A magia é que as crianças são muito generosas, as crianças sabem retribuir. Basta um olhar atencioso e amoroso que a manha começa a se dissolver. Isso funciona com crianças em tamanho de criança e com crianças em corpos de adultos.

Mas por outro lado não é só culpa da criança carente o desconforto com o despertador. Existe sim uma questão biológica, uma questão de humanidade. Por que tivemos que nos organizar de uma forma completamente desumana?

Por que aceitamos pagar esse preço? Em troca de uma segurança ilusória, de um conforto ilusório, de uma previsibilidade ilusória... não vou me atrever a responder essa questão. Não sei como isso começou, mas sei que não está dando certo.

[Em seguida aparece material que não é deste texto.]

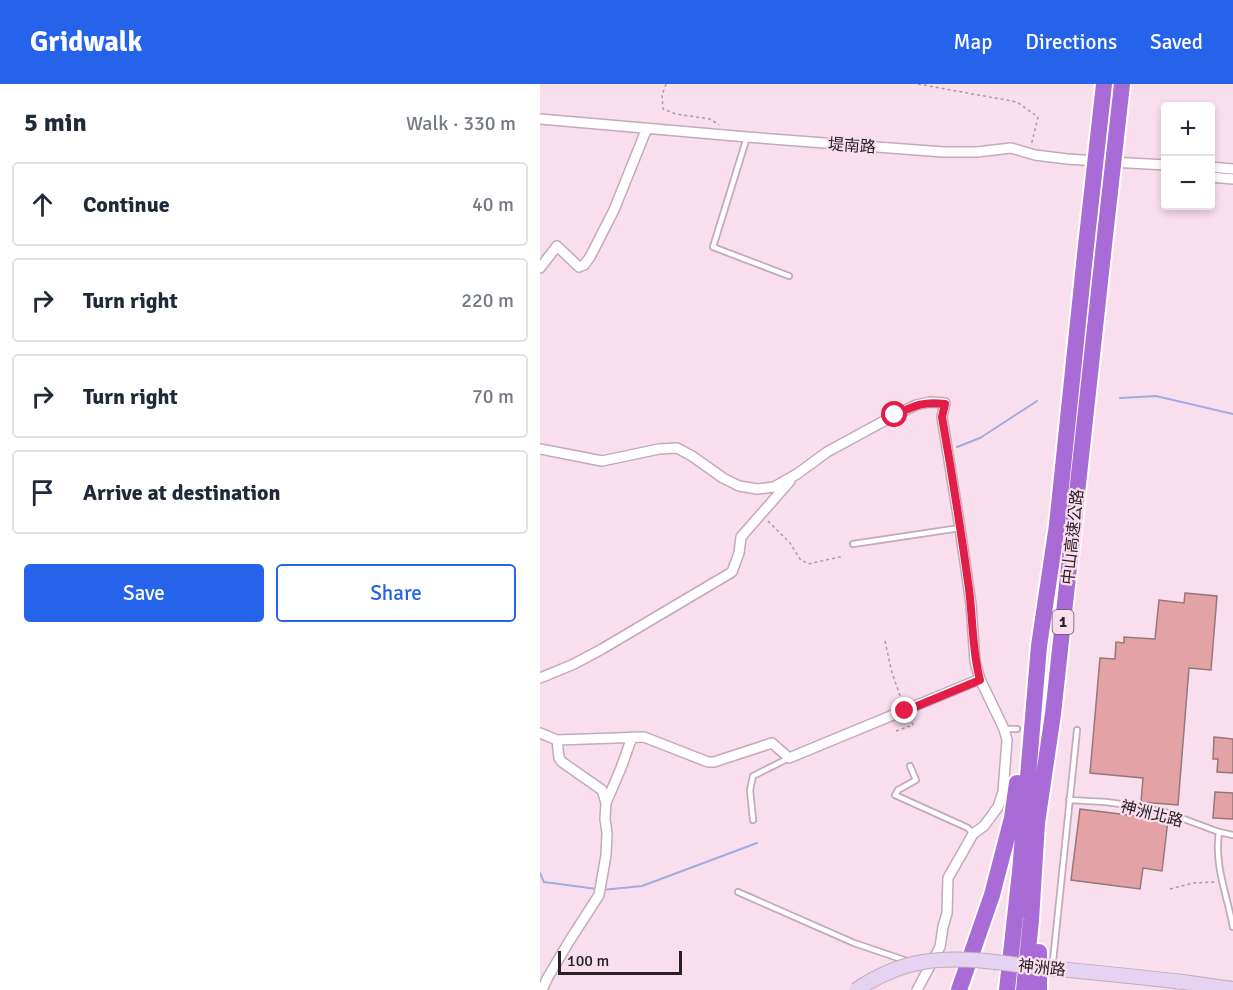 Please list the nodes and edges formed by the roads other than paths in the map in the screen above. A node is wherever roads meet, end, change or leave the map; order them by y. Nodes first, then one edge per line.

Criança vai pra escola, adulto trabalha.

Não importa onde vive. Não importa em que fase da vida está, o adulto trabalha 8 ou 10 horas por dia, no mínimo. E pior: trabalho é trabalho, família é família e diversão é diversão. Isso não é biológico!

Mas o segredo "que eles não sabem" é que se conseguirmos voltar - na verdade não há volta, a questão não é linear - mas se conseguirmos retomar um ritmo humano, certamente seremos mais produtivos. Não produtivos no sentido de apertar mais parafusos para fabricar mais carros para dar mais dinheiro a uma ou duas pessoas enquanto continuamos a andar de ônibus lotado. Seremos mais criativos, seremos mais felizes, pelo simples fato de que "gente nasceu pra brilhar", a natureza é próspera, Vida quer Vida.

Viver de forma anti-humana não é viver, é sobreviver. Até quando?



Criança - Adulto
Brincadeira - Trabalho
(brincadeira sem qualidade, brincadeira enlatada - trabalho sem prazer, trabalho por obrigação)
Escola - Trabalho
(preparação para o trabalho - constatação de que aquela preparação só atrapalhou)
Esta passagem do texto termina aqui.